That said, since the Resource Description Framework (RDF) was introduced by the W3C in 1999, followed by the RDF-linked DCMI Abstract Model in 2005 (revised in 2007), there has been growing interest among libraries to model their data in alignment with the Semantic Web. Considerable progress has been made, as evidenced in RDF datasets published by national libraries, research institutes, OCLC (using bibliographic extensions to Schema.org), and other organizations. As Harper & Tillett (2007) have pointed out, by modeling vocabularies in RDF, OWL, SKOS (etc.), library metadata will become more interoperable with Dublin Core and other RDF datasets, and thus more useful for applications based on machine inferencing.

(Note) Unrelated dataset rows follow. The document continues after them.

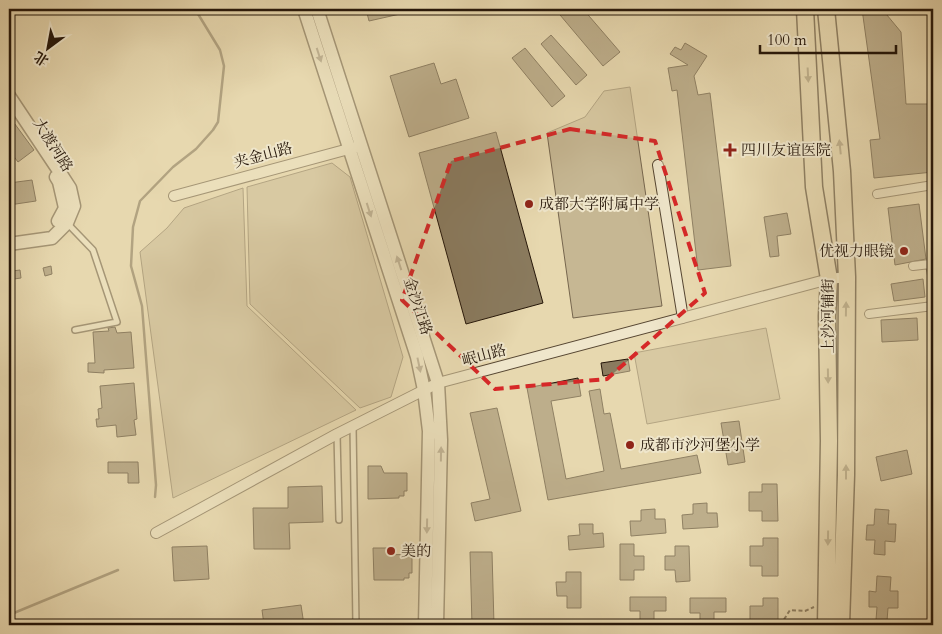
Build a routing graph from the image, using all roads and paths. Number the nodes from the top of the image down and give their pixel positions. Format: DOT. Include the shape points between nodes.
graph roads {
  1 [pos="304,9"];
  2 [pos="318,9"];
  3 [pos="805,9"];
  4 [pos="826,9"];
  5 [pos="9,96"];
  6 [pos="9,106"];
  7 [pos="356,147"];
  8 [pos="658,165"];
  9 [pos="933,185"];
  10 [pos="877,194"];
  11 [pos="174,196"];
  12 [pos="60,224"];
  13 [pos="9,237"];
  14 [pos="9,244"];
  15 [pos="913,266"];
  16 [pos="847,277"];
  17 [pos="829,279"];
  18 [pos="933,280"];
  19 [pos="933,306"];
  20 [pos="869,314"];
  21 [pos="683,318"];
  22 [pos="75,330"];
  23 [pos="438,383"];
  24 [pos="424,390"];
  25 [pos="353,426"];
  26 [pos="337,434"];
  27 [pos="339,520"];
  28 [pos="156,533"];
  29 [pos="828,602"];
  30 [pos="356,625"];
  31 [pos="425,625"];
  32 [pos="437,625"];
  33 [pos="785,625"];
  34 [pos="826,625"];
  35 [pos="841,625"];
  1 -- 7 [label="street, 金沙江路, one-way"];
  2 -- 7 [label="street, 金沙江路"];
  3 -- 17 [label="main road, 上沙河铺街, one-way" via="814,187"];
  16 -- 4 [label="main road, 上沙河铺街, one-way" via="842,171"];
  5 -- 12 [label="street, 大渡河路" via="70,188 74,206"];
  6 -- 12 [label="street, 大渡河路" via="59,182 66,208"];
  7 -- 11 [label="street, 夹金山路"];
  23 -- 7 [label="street, one-way"];
  7 -- 24 [label="street, 金沙江路, one-way"];
  8 -- 21 [label="street"];
  9 -- 10 [label="street"];
  12 -- 13 [label="street"];
  12 -- 14 [label="street" via="52,238"];
  12 -- 22 [label="lane" via="93,250 117,322"];
  15 -- 18 [label="street" via="930,264"];
  16 -- 17 [label="street, 岷山路"];
  35 -- 16 [label="main road, 上沙河铺街, one-way"];
  17 -- 21 [label="street, 岷山路"];
  17 -- 29 [label="main road, 上沙河铺街, one-way"];
  19 -- 20 [label="street"];
  21 -- 23 [label="street, 岷山路"];
  23 -- 24 [label="street, 岷山路"];
  32 -- 23 [label="street, one-way" via="441,440"];
  24 -- 25 [label="street, 岷山路"];
  24 -- 31 [label="street, 金沙江路, one-way" via="429,431"];
  25 -- 26 [label="street, 岷山路"];
  25 -- 30 [label="lane"];
  26 -- 27 [label="lane"];
  26 -- 28 [label="street, 岷山路"];
  29 -- 33 [label="path" via="805,610 790,610 783,622"];
  29 -- 34 [label="main road, 上沙河铺街"];
}
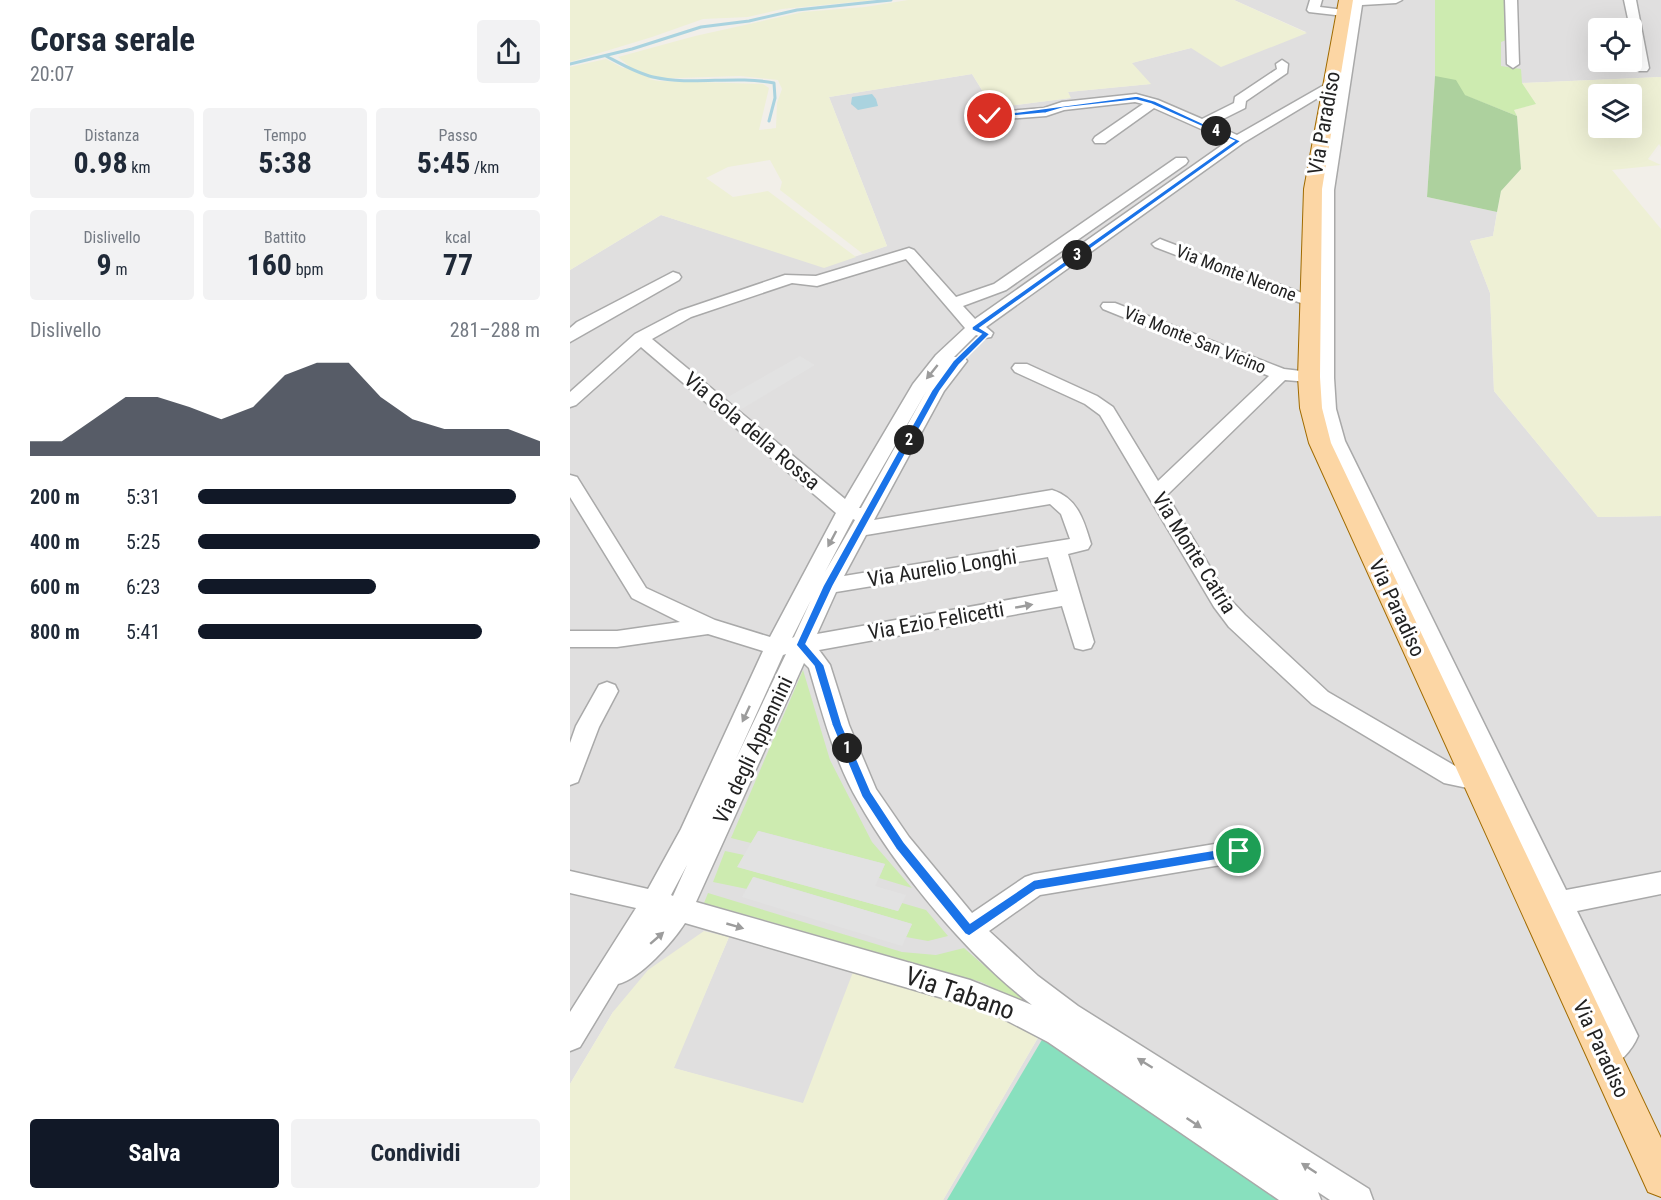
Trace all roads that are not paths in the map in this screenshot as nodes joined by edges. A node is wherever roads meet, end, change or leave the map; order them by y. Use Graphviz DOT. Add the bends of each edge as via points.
graph roads {
  1 [pos="1316,0"];
  2 [pos="1396,0"];
  3 [pos="1511,0"];
  4 [pos="1630,0"];
  5 [pos="1351,4"];
  6 [pos="1282,64"];
  7 [pos="1514,64"];
  8 [pos="1643,68"];
  9 [pos="1330,87"];
  10 [pos="1153,103"];
  11 [pos="1312,113"];
  12 [pos="990,116"];
  13 [pos="1201,125"];
  14 [pos="1100,140"];
  15 [pos="1238,141"];
  16 [pos="1181,161"];
  17 [pos="1320,189"];
  18 [pos="1160,244"];
  19 [pos="674,277"];
  20 [pos="1311,302"];
  21 [pos="953,304"];
  22 [pos="1109,306"];
  23 [pos="980,331"];
  24 [pos="570,337"];
  25 [pos="641,338"];
  26 [pos="1021,368"];
  27 [pos="1281,374"];
  28 [pos="1309,377"];
  29 [pos="570,401"];
  30 [pos="570,482"];
  31 [pos="1156,494"];
  32 [pos="847,511"];
  33 [pos="863,523"];
  34 [pos="1056,549"];
  35 [pos="828,586"];
  36 [pos="1070,597"];
  37 [pos="708,626"];
  38 [pos="570,639"];
  39 [pos="1083,642"];
  40 [pos="788,646"];
  41 [pos="607,691"];
  42 [pos="570,775"];
  43 [pos="1488,778"];
  44 [pos="1239,851"];
  45 [pos="570,882"];
  46 [pos="1661,884"];
  47 [pos="654,902"];
  48 [pos="1547,905"];
  49 [pos="679,910"];
  50 [pos="969,930"];
  51 [pos="600,991"];
  52 [pos="570,1037"];
  53 [pos="1661,1179"];
  54 [pos="1306,1200"];
  55 [pos="1358,1200"];
  1 -- 5 [label="street" via="1312,10"];
  2 -- 5 [label="street"];
  3 -- 7 [label="street"];
  4 -- 8 [label="street"];
  5 -- 9 [label="main road, Via Paradiso"];
  5 -- 17 [label="street"];
  6 -- 13 [label="street" via="1283,70 1240,100 1240,105"];
  9 -- 11 [label="main road, Via Paradiso"];
  9 -- 11 [label="street, Via degli Appennini"];
  10 -- 12 [label="street" via="1137,98"];
  10 -- 13 [label="street"];
  10 -- 14 [label="street"];
  11 -- 15 [label="street, Via degli Appennini"];
  11 -- 17 [label="main road, Via Paradiso"];
  11 -- 23 [label="street, Via degli Appennini" via="1248,144"];
  13 -- 15 [label="street"];
  15 -- 23 [label="street, Via degli Appennini"];
  16 -- 21 [label="street" via="1000,287"];
  17 -- 20 [label="main road, Via Paradiso"];
  17 -- 43 [label="street" via="1325,378 1327,409 1336,441"];
  18 -- 20 [label="street, Via Monte Nerone"];
  19 -- 24 [label="street" via="583,326"];
  20 -- 28 [label="main road, Via Paradiso"];
  21 -- 23 [label="street"];
  21 -- 25 [label="street" via="909,253 817,281 791,278 685,314"];
  22 -- 27 [label="street, Via Monte San Vicino"];
  23 -- 32 [label="street, Via degli Appennini, one-way" via="942,359 919,388"];
  23 -- 33 [label="street, Via degli Appennini" via="936,390"];
  25 -- 29 [label="street"];
  25 -- 32 [label="street, Via Gola della Rossa"];
  26 -- 31 [label="street, Via Monte Catria" via="1107,411"];
  27 -- 28 [label="street, Via Monte San Vicino"];
  27 -- 31 [label="street"];
  28 -- 43 [label="main road, Via Paradiso" via="1311,408 1320,443"];
  30 -- 37 [label="street" via="639,593"];
  31 -- 43 [label="street, Via Monte Catria" via="1221,602 1320,698 1452,776"];
  32 -- 33 [label="street, Via Gola della Rossa"];
  32 -- 40 [label="street, Via degli Appennini, one-way"];
  33 -- 34 [label="street, Via Aurelio Longhi" via="1052,497 1071,511 1081,544"];
  33 -- 35 [label="street, Via degli Appennini"];
  34 -- 35 [label="street, Via Aurelio Longhi"];
  34 -- 36 [label="street"];
  35 -- 40 [label="street, Via degli Appennini"];
  36 -- 39 [label="street"];
  40 -- 36 [label="street, Via Ezio Felicetti, one-way"];
  37 -- 38 [label="street" via="617,639"];
  37 -- 40 [label="street"];
  40 -- 47 [label="street, Via degli Appennini, one-way"];
  40 -- 49 [label="street, Via degli Appennini"];
  40 -- 50 [label="street, Via Tabano" via="819,665 837,725 866,794 900,845"];
  41 -- 42 [label="street" via="588,726"];
  43 -- 48 [label="main road, Via Paradiso"];
  44 -- 50 [label="street" via="1034,885"];
  45 -- 47 [label="street, Via Tabano"];
  46 -- 48 [label="street"];
  47 -- 49 [label="street, Via Tabano"];
  47 -- 51 [label="street, Via degli Appennini"];
  48 -- 53 [label="main road, Via Paradiso" via="1604,1056"];
  51 -- 49 [label="street, Via degli Appennini, one-way" via="664,933"];
  49 -- 54 [label="street, Via Tabano, one-way" via="1006,1006 1058,1032"];
  55 -- 50 [label="street, Via Tabano, one-way" via="1068,1015 1028,985"];
  51 -- 52 [label="street"];
}
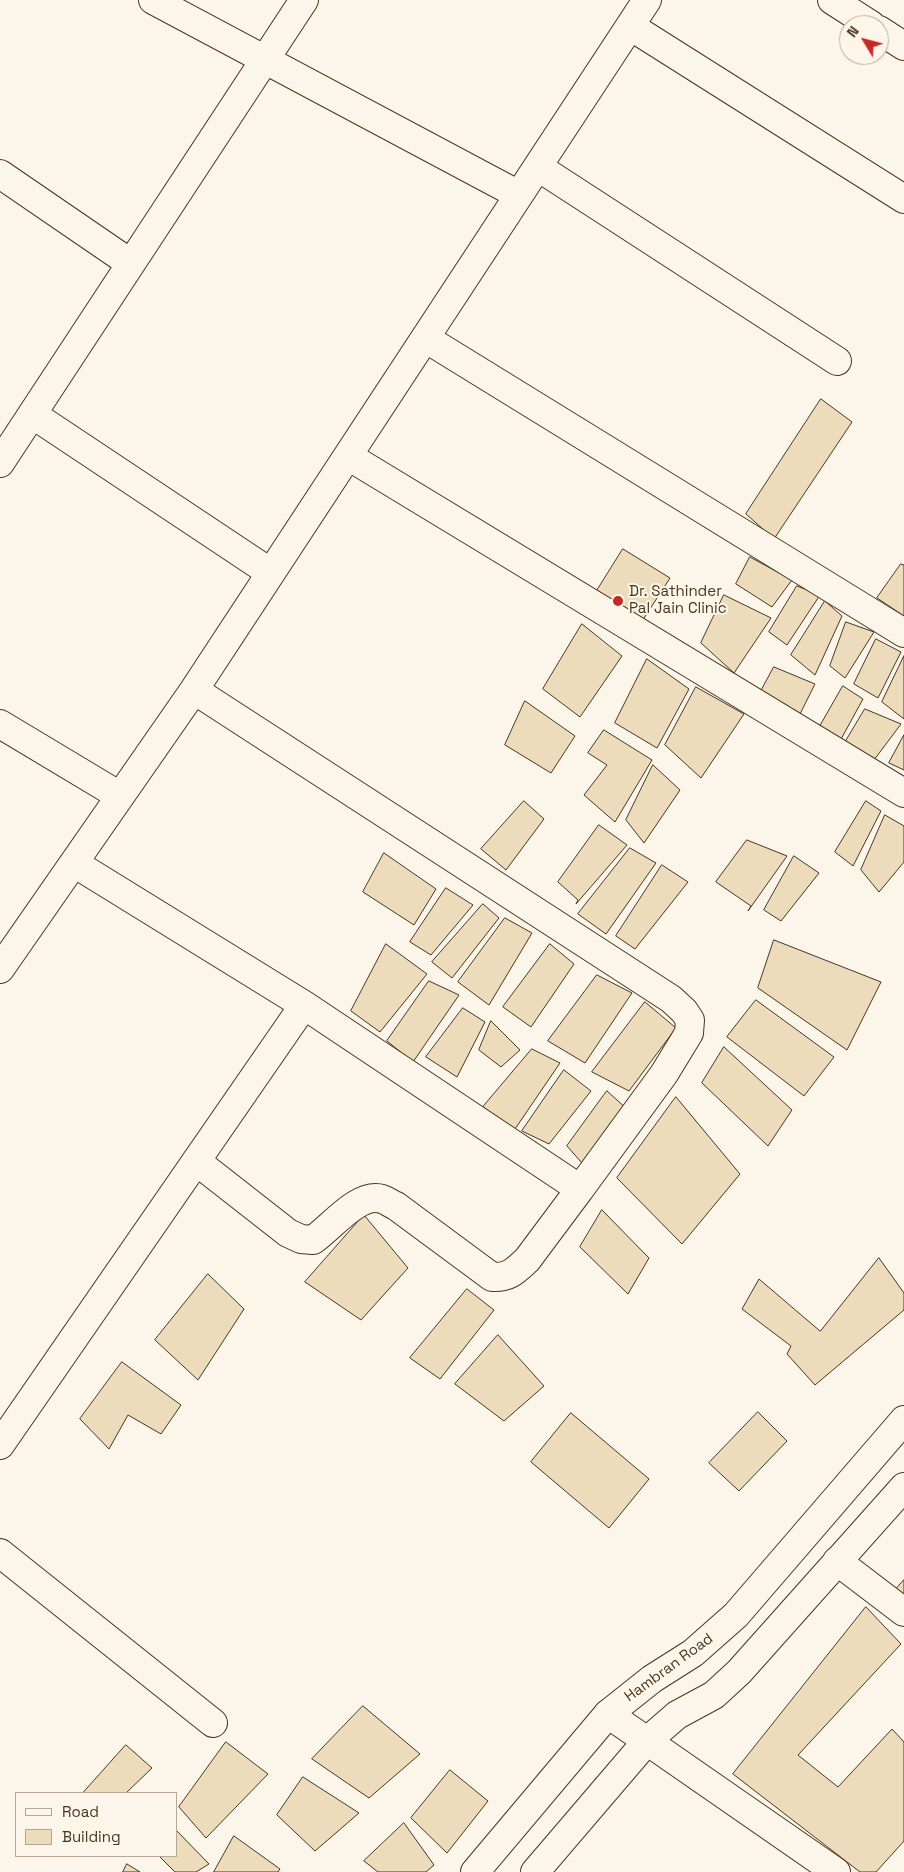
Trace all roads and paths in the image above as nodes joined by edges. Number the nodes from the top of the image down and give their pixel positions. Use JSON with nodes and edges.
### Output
{"nodes":[{"id":1,"x":153,"y":0,"type":"edge"},
{"id":2,"x":304,"y":0,"type":"edge"},
{"id":3,"x":647,"y":0,"type":"edge"},
{"id":4,"x":832,"y":0,"type":"edge"},
{"id":5,"x":856,"y":15,"type":"edge"},
{"id":6,"x":630,"y":26,"type":"junction"},
{"id":7,"x":889,"y":36,"type":"edge"},
{"id":8,"x":904,"y":46,"type":"edge"},
{"id":9,"x":264,"y":59,"type":"junction"},
{"id":10,"x":538,"y":167,"type":"junction"},
{"id":11,"x":0,"y":174,"type":"edge"},
{"id":12,"x":519,"y":195,"type":"junction"},
{"id":13,"x":904,"y":199,"type":"edge"},
{"id":14,"x":130,"y":263,"type":"junction"},
{"id":15,"x":426,"y":338,"type":"junction"},
{"id":16,"x":837,"y":361,"type":"dead end"},
{"id":17,"x":32,"y":414,"type":"junction"},
{"id":18,"x":348,"y":456,"type":"junction"},
{"id":19,"x":0,"y":463,"type":"edge"},
{"id":20,"x":270,"y":573,"type":"junction"},
{"id":21,"x":904,"y":633,"type":"edge"},
{"id":22,"x":194,"y":690,"type":"junction"},
{"id":23,"x":0,"y":724,"type":"edge"},
{"id":24,"x":904,"y":793,"type":"edge"},
{"id":25,"x":120,"y":796,"type":"junction"},
{"id":26,"x":74,"y":863,"type":"junction"},
{"id":27,"x":0,"y":969,"type":"edge"},
{"id":28,"x":304,"y":1005,"type":"junction"},
{"id":29,"x":196,"y":1161,"type":"junction"},
{"id":30,"x":580,"y":1189,"type":"junction"},
{"id":31,"x":904,"y":1420,"type":"edge"},
{"id":32,"x":0,"y":1445,"type":"edge"},
{"id":33,"x":904,"y":1487,"type":"edge"},
{"id":34,"x":0,"y":1553,"type":"edge"},
{"id":35,"x":837,"y":1561,"type":"junction"},
{"id":36,"x":904,"y":1612,"type":"edge"},
{"id":37,"x":608,"y":1714,"type":"junction"},
{"id":38,"x":213,"y":1723,"type":"dead end"},
{"id":39,"x":647,"y":1741,"type":"junction"},
{"id":40,"x":475,"y":1872,"type":"edge"},
{"id":41,"x":534,"y":1872,"type":"edge"},
{"id":42,"x":836,"y":1872,"type":"edge"}],
"edges":[{"from":1,"to":9,"type":"street"},
{"from":2,"to":9,"type":"street"},
{"from":3,"to":6,"type":"street"},
{"from":4,"to":5,"type":"street"},
{"from":6,"to":10,"type":"street"},
{"from":6,"to":13,"type":"street"},
{"from":7,"to":8,"type":"street"},
{"from":9,"to":12,"type":"street"},
{"from":9,"to":14,"type":"street"},
{"from":10,"to":12,"type":"street"},
{"from":10,"to":16,"type":"street"},
{"from":11,"to":14,"type":"street"},
{"from":12,"to":15,"type":"street"},
{"from":14,"to":17,"type":"street"},
{"from":15,"to":18,"type":"street"},
{"from":15,"to":21,"type":"street"},
{"from":17,"to":19,"type":"street"},
{"from":17,"to":20,"type":"street"},
{"from":18,"to":20,"type":"street"},
{"from":18,"to":24,"type":"street"},
{"from":20,"to":22,"type":"street"},
{"from":22,"to":25,"type":"street"},
{"from":22,"to":30,"type":"street"},
{"from":23,"to":25,"type":"street"},
{"from":25,"to":26,"type":"street"},
{"from":26,"to":27,"type":"street"},
{"from":26,"to":28,"type":"street"},
{"from":28,"to":29,"type":"street"},
{"from":28,"to":30,"type":"street"},
{"from":29,"to":30,"type":"street"},
{"from":29,"to":32,"type":"street"},
{"from":31,"to":37,"type":"street","name":"Hambran Road"},
{"from":33,"to":35,"type":"street"},
{"from":34,"to":38,"type":"street"},
{"from":35,"to":36,"type":"street"},
{"from":35,"to":39,"type":"street"},
{"from":37,"to":39,"type":"street"},
{"from":37,"to":40,"type":"street","name":"Hambran Road"},
{"from":39,"to":41,"type":"street"},
{"from":39,"to":42,"type":"street"}]}
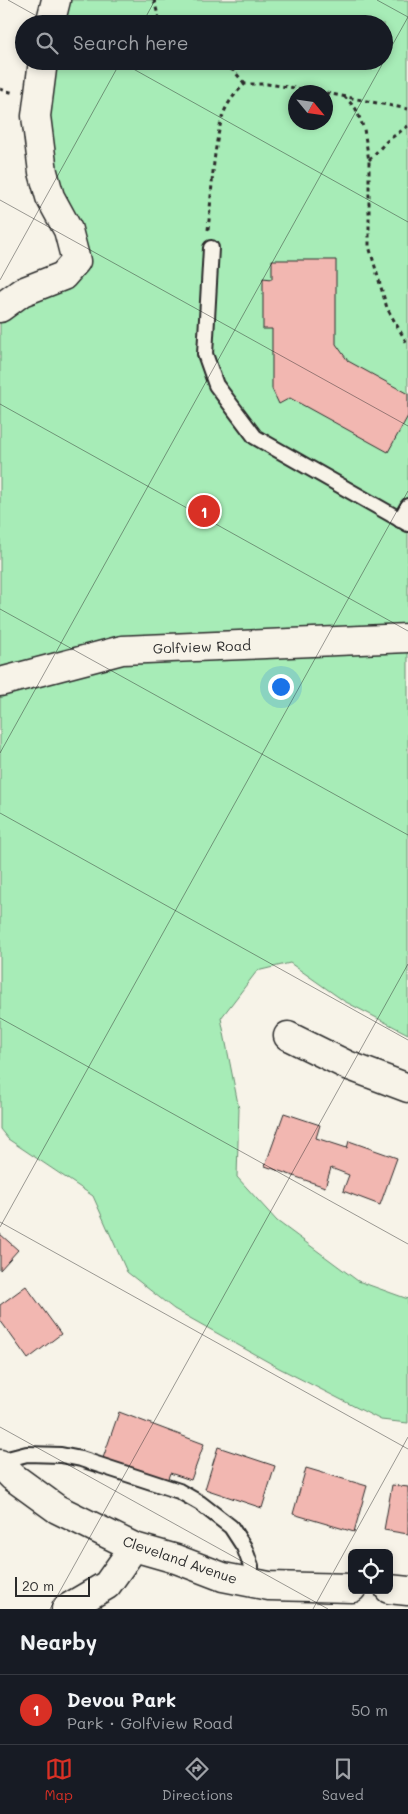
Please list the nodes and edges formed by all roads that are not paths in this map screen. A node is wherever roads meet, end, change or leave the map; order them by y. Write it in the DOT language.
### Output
graph roads {
  1 [pos="56,0"];
  2 [pos="52,15"];
  3 [pos="42,70"];
  4 [pos="211,248"];
  5 [pos="0,308"];
  6 [pos="408,506"];
  7 [pos="404,522"];
  8 [pos="408,638"];
  9 [pos="0,682"];
  10 [pos="288,1036"];
  11 [pos="408,1088"];
  12 [pos="0,1462"];
  13 [pos="134,1547"];
  14 [pos="250,1582"];
  15 [pos="348,1588"];
  16 [pos="393,1589"];
  17 [pos="408,1591"];
  18 [pos="66,1609"];
  1 -- 2 [label="street"];
  3 -- 5 [label="street"];
  4 -- 7 [label="lane"];
  6 -- 7 [label="lane"];
  8 -- 9 [label="street, Golfview Road"];
  10 -- 11 [label="street"];
  12 -- 13 [label="street, Cleveland Avenue"];
  12 -- 14 [label="lane"];
  13 -- 14 [label="street, Cleveland Avenue"];
  13 -- 18 [label="street"];
  14 -- 15 [label="street, Cleveland Avenue"];
  16 -- 17 [label="street"];
}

Baker, Vandenbussche & Vatant (2013) have described the critical role that vocabulary management plays in scholarly communication: "As the givers of meaning to datasets, vocabularies are of vital importance to the scholarly record and cultural memory."

 

3 RDA, FRBR, and BIBFRAME

Arguably the most advanced and well-supported vocabularies for multi-language bibliographic description are those associated with RDA. The importance of RDA is reflected in its diverse and growing community, led by a steering committee that is determined to bring in participants from outside the traditional Anglo-American nexus. Various translations have been completed or are in progress, signaling RDA's determination to become an international standard. RDA's data model is the Functional Requirements of Bibliographic Records (FRBR) as published by the International Federation of Library Associations (IFLA Study Group, 2008), and more recently the IFLA Library Reference Model, described by Riva & Žumer (2015), and nearly complete. While RDA began as an instruction manual (a "content standard") published as the RDA Toolkit and intended for construction of bibliographic descriptions, the structural and value vocabularies managed through the RDA Registry are the basis for the current shift to the Web.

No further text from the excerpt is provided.